Northam Theatre Group a part of couples life

Northam couple, Anne and Michael Letch, have both been a pivotal part of the Northam Theatre Group for over 50 years.

To be exact, Michael has been involved for 64 years, and Anne for 54 years. 

Michael left Northam High School at 16-years-old and pursued his love of farming full-time.

Shortly after this, he was asked by a past teacher to be part of a play at the Northam Theatre Group. 

“They needed someone to act the part of an English schoolboy,” he said. 

“They slowed my speech down by half, told me which way to turn – and that was it.”

Anne said it was an “unusual” thing for a farmer's son to do.

“It is very unusual in country groups – farmers don’t usually go for on stage,” she said.

“They usually go for sports or the Lions Club.”

Michael said farming families have always been part of Northam theatre. 

“Many farming families in Northam have been tangled up with the Northam Theatre Group in one way or another down the years,” he said. 

Anne moved to Northam, taking a relief teacher role and got into theatre for “something to do”.

She was at her first reading, for the Reluctant Debutante, when she saw Michael for the first time, and was not initially impressed.

Michael explained, “I got a phone call from the director asking me to be in the play – but I was so busy on the farm.

“I stormed through the doors in my overalls, after seeding all day and said, “have you found anyone for the play?”

“The director said, “no and if you don’t do it, it can’t go on,” so I grabbed the script and stomped out again.”

“She thought – what a pig!” he joked.

Anne agreed. “I said to everybody, what a rude man!” she joked. 

Michael took the part, which was Anne’s husband in the play. 

Mr and Mrs Letch were engaged three months later and have been involved with the theatre ever since. 

History 

Michael said the theatre nearly died off when the television was introduced in the 1970’s. 

“That gave us a really hard time,” he said.

“We got through it, but it was a bit of a battle.”

Anne and Michael said the big difference now, from the early years, is the way technology is used in shows for music and effects.

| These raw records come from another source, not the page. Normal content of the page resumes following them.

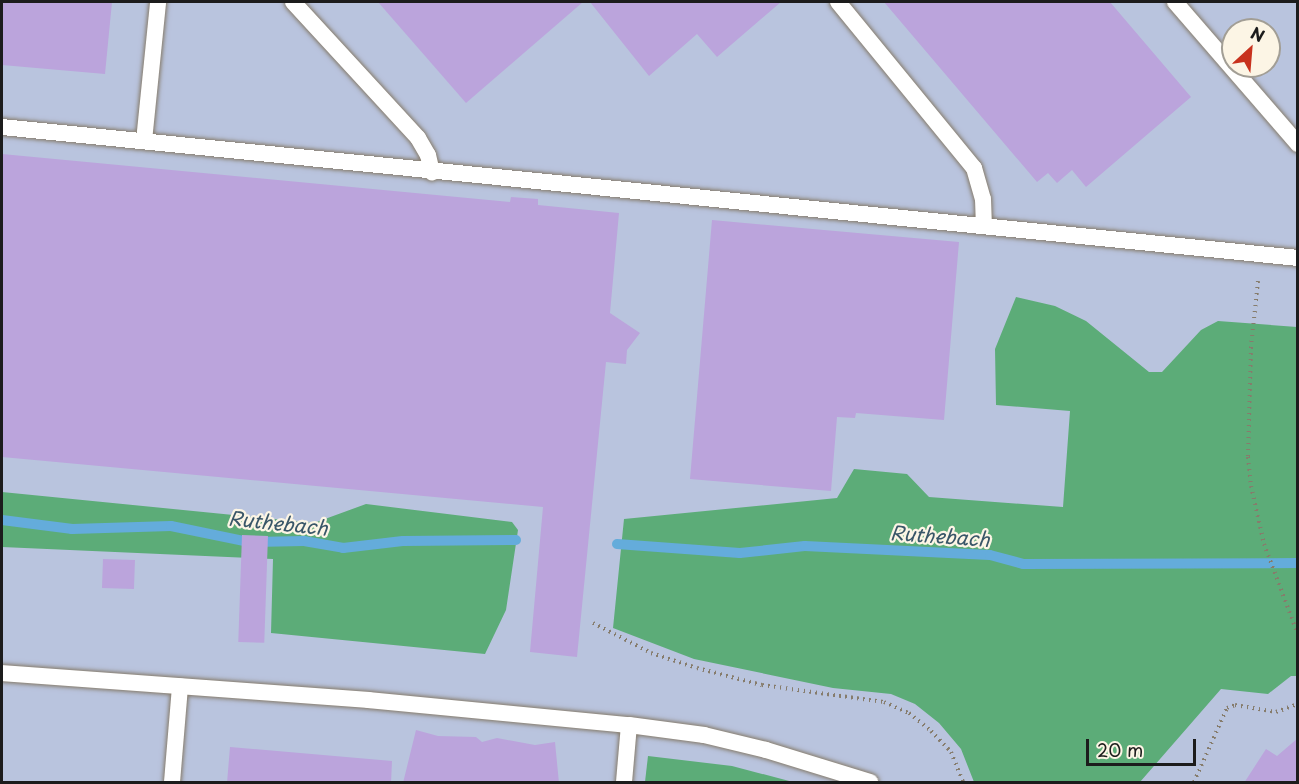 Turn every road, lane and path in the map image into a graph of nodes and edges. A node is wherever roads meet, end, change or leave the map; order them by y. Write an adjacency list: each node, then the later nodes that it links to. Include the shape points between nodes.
1 (158, 2): 6 (lane)
2 (292, 2): 8 (lane, via 418,138 429,155)
3 (838, 2): 9 (lane, via 974,168 983,199)
4 (1175, 2): 7 (lane)
5 (2, 127): 6 (lane)
6 (144, 141): 8 (lane)
7 (1298, 144)
8 (432, 173): 9 (lane)
9 (984, 225): 10 (lane)
10 (1261, 254): 11 (lane); 13 (path, via 1251,347 1248,457 1264,544)
11 (1298, 258)
12 (593, 623): 21 (path, via 651,653 762,686 892,705 909,713 951,752)
13 (1298, 635)
14 (2, 674): 15 (lane)
15 (180, 687): 17 (lane); 18 (lane)
16 (1298, 704): 22 (path, via 1276,712 1235,705 1227,708)
17 (629, 725): 19 (lane); 20 (lane, via 756,747)
18 (172, 783)
19 (624, 783)
20 (870, 783)
21 (963, 783)
22 (1194, 783)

“You just pick up your iphone and there it is,” said Anne. 

James Byfield was a talented performer and musician who largely influenced the Northam Theatre Group, said Michael.

“He was a brilliant musician” he said. “We were able to do (fundraiser) music hall shows because of him,” added Anne. 

Anne said without the profit from those shows, the theatre would have never been able to pay off their loan and in turn, would never have got the Link Theatre. 

The pair said many well known Northam families have been involved, or are still involved with the theatre group, including the Dempsters, Wildings, Sermons and Parkers. 

The future 

Michael wrote a three-act comedy show called Indaba last year, which Anne directed. 

Anne is directing a show next year called Family Circles about relationships between parents and their sons and daughters in-law. 

The next show by the Northam Theatre Group is three-act comedy, A Star on the Door, playing at the Link Theatre in August.